Come sottolineato da un articolo del Sole 24 Ore, alla Cassazione è stato chiesto di censurare le decisione dei giudici di merito sul punto di aver valutato il diritto di abitazione come se fosse un diritto di usufrutto: dalla lettura della decisione della Cassazione si apprende infatti che la valutazione del diritto di abitazione era stata effettuata utilizzando “tabelle facilmente rinvenibili su internet”, vale a dire il prospetto di calcolo del valore dell’usufrutto che, ai fini dell’applicazione dell’imposta di registro, si trova allegato al Dpr 131/1986.

La Cassazione decide dunque che, “sebbene la disciplina dell’usufrutto e quella del diritto di abitazione divergano in parte”, in quanto il legislatore ha attribuito all’usufruttuario una posizione giuridica di maggiore ampiezza rispetto a quella assegnata al titolare del diritto di abitazione, “tuttavia la divergenza di valore tra i due diritti non può non tenere conto anche delle peculiarità del bene sul quale viene a costituirsi il diritto di abitazione”.

In considerazione del rilievo che si trattava di un bene “pacificamente destinato a casa coniugale”, della “obiettiva attitudine del bene stesso a soddisfare le esigenze abitative del coniuge superstite”, del fatto che si palesava “del tutto inverosimile che il bene possa essere distratto da tale finalità”, la Cassazione giudica “evidente” che “le utilità ritraibili dall’usufruttuario appaiono sostanzialmente identiche a quelle che può trarre l’abitatore”. Ne consegue che le differenze di disciplina “non appaiono tali da indurre a ravvisare anche una differente valutazione”.
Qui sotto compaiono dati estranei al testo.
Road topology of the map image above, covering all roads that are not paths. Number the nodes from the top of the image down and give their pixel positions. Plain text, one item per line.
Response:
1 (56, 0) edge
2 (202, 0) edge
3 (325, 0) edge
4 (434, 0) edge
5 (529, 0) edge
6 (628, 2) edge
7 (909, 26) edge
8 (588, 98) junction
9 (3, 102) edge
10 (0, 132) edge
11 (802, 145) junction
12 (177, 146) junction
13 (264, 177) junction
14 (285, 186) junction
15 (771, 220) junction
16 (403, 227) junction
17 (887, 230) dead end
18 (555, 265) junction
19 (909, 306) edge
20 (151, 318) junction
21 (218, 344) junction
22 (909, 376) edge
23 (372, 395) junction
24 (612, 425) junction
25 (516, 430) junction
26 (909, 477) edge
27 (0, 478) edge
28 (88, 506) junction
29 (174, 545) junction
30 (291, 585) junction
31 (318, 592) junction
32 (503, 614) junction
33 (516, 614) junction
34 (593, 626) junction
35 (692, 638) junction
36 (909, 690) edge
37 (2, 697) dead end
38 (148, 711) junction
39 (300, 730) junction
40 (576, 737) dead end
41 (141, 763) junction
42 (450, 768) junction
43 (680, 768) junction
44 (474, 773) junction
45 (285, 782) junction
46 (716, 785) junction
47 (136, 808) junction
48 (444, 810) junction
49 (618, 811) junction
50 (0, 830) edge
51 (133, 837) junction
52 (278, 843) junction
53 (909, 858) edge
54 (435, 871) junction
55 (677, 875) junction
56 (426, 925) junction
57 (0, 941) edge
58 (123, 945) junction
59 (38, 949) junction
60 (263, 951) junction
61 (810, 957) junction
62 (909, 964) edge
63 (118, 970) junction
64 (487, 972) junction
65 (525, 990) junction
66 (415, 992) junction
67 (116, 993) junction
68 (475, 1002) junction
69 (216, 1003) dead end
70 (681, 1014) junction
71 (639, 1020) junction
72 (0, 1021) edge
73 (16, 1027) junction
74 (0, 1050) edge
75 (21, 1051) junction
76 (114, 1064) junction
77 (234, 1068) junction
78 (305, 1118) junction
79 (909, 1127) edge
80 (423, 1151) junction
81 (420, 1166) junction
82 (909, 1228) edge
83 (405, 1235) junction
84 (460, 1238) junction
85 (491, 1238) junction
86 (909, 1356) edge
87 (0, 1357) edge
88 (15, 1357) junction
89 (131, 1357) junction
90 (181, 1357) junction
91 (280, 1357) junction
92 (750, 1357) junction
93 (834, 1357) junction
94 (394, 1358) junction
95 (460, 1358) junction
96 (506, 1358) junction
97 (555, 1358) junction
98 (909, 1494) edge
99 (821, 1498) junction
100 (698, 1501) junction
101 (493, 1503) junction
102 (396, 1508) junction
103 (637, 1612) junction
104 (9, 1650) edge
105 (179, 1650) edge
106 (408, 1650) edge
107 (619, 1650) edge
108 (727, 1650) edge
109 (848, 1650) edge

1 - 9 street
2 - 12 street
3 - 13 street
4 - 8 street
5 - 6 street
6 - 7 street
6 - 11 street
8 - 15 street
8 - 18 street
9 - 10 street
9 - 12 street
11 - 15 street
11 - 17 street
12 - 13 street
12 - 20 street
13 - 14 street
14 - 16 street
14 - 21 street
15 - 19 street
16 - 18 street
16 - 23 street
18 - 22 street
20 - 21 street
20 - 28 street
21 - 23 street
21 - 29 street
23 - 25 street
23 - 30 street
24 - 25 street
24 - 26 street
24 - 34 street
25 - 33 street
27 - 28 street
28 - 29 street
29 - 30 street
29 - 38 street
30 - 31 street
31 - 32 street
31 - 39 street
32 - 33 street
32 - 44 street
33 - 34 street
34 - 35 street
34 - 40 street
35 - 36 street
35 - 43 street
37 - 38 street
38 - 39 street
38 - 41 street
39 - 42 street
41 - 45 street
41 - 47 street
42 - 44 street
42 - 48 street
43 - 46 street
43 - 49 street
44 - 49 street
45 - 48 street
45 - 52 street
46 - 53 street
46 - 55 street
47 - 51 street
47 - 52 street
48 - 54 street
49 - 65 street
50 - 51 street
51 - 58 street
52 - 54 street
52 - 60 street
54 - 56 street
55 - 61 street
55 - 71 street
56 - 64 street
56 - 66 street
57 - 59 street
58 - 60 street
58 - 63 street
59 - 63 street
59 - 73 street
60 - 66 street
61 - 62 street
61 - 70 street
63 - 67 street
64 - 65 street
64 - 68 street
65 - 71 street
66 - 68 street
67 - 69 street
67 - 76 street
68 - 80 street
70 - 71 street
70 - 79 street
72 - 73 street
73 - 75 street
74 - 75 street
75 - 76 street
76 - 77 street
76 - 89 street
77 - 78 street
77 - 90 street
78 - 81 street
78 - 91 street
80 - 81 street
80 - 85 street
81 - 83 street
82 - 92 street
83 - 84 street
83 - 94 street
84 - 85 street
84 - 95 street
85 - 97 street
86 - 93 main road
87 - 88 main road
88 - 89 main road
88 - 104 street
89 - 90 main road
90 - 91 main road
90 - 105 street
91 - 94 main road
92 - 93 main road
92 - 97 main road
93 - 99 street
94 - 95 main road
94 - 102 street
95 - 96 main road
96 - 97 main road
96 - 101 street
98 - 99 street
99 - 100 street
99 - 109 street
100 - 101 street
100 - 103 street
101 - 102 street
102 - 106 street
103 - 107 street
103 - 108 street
Lo stesso articolo del Sole 24 Ore ha evidenziato che questa decisione suscita più di una perplessità. In primo luogo perché tra la posizione del soggetto che ha l’usufrutto di una casa e la posizione di chi ha il diritto di abitazione corre una rilevante differenza: l’usufruttuario non ha limiti nel suo godimento (fatto salvo il dovere di non alterare la consistenza economica della cosa in usufrutto) e può cedere il suo diritto e dare in locazione il bene che ne è oggetto, mentre l’abitatore non può cedere né dare in locazione il suo diritto e può servirsi della casa limitatamente ai bisogni suoi e della sua famiglia.

In secondo luogo perché nell’ordinanza si dà per scontato che per la valutazione dell’usufrutto si possa utilizzare il prospetto valevole ai fini dell’imposta di registro, ma tale prospetto, seppur di grande utilità, non ha fondamento scientifico: non è mai stato reso noto su quali basi sia stato elaborato ed è stato più volte aggiornato solo con criteri matematici senza mai tener conto del prolungamento della vita media.